Quite a few years ago now, I was living up at Yonge and Eglinton, my least favourite neighbourhood in the city, in an awful city-run apartment building with cockroaches and crazies. The rent was cheap. The commute was easy. I was also working in the financial industry and trying like mad to get some of my writing published so that I could simply call myself something other than a "customer service representative."
My brother often stayed in the tiny apartment that I shared with another girl (keep in mind it was a bachelor; I don't know how we all fit) because he was going to school in Toronto at the time and living in Markham. We were up late one night talking about war and Robyn said, "I don't believe in war," or something of the like. My brother turned to her and said that if it wasn't for the Second World War he wouldn't be here at all -- and that's just the plain truth of the matter.
My maternal grandfather fought, as his father had in the First World War, for the Allies. He met my grandmother in London, where she was born and raised, and they married even before the war had finished. I have copies of their letters to his parents and they are gorgeous. Full of the first blush of love and the kind of happiness that comes just after one gets married, the letters are a wonderful time capsule of their lives. Yet, they're also so representative of the spirit of the times; I think, at one point, my grandfather writes, "In case you haven't noticed, we're fighting a war over here..." to his father. Young men in uniform and young women fighting beyond the homefront. Lives forever changed and generations existing simply because these young men and women were brave enough to make the sacrifice.
Living through a war, I would imagine, is not something one easily forgets.
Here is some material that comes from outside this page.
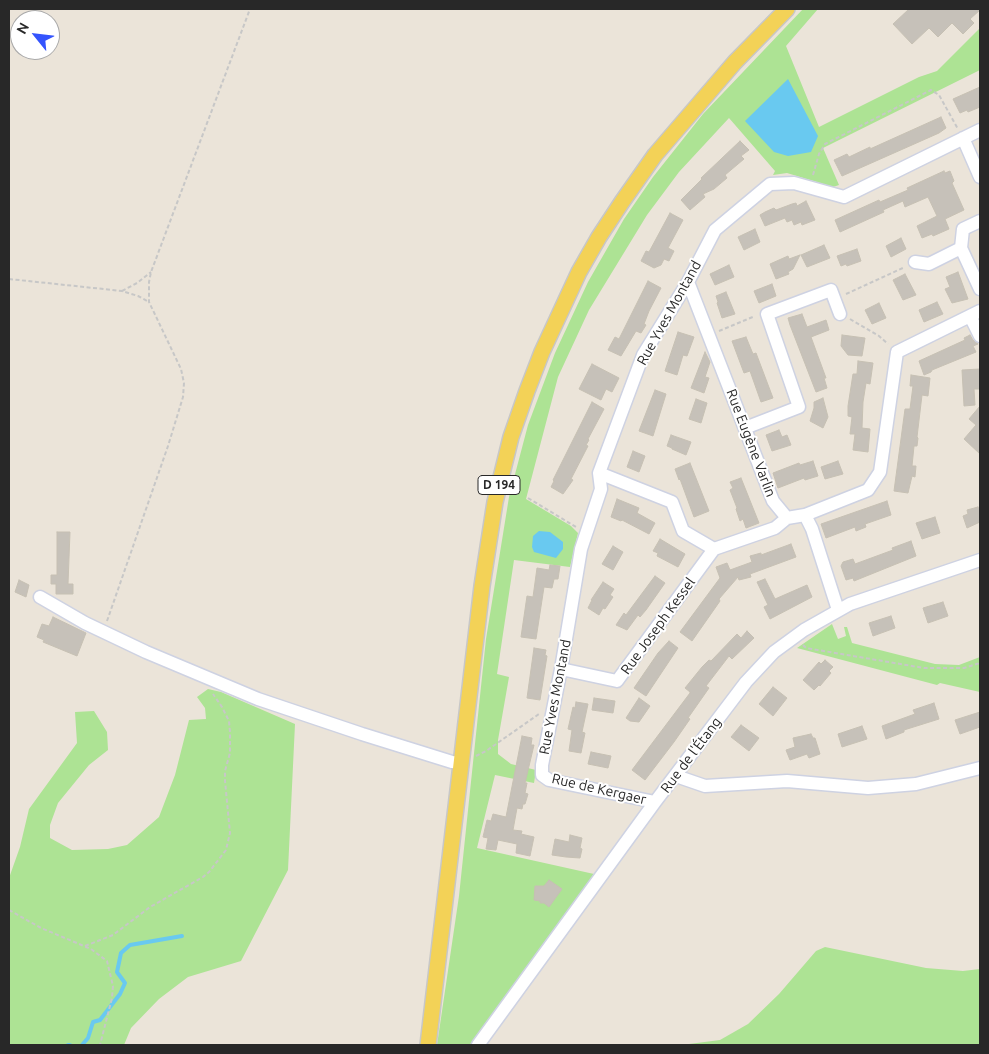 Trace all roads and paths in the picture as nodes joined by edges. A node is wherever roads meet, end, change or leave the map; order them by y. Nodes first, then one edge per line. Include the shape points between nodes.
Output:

For years my grandmother did not waste anything. She washed and bent the tin cans so they could be easier reused. She made our clothes. She gave me cups of tea and a half an aspirin if I was feeling poorly. But she never really talked about the war. And because she died before I knew enough about the history to ask, I read her letters and feel as though I know her better. I miss her every day. So now when I listen to the pipers on Remembrance Day, I think of all of my relatives here in Canada and abroad who made it possible for me to type these very words you've just finished reading. Lest we forget.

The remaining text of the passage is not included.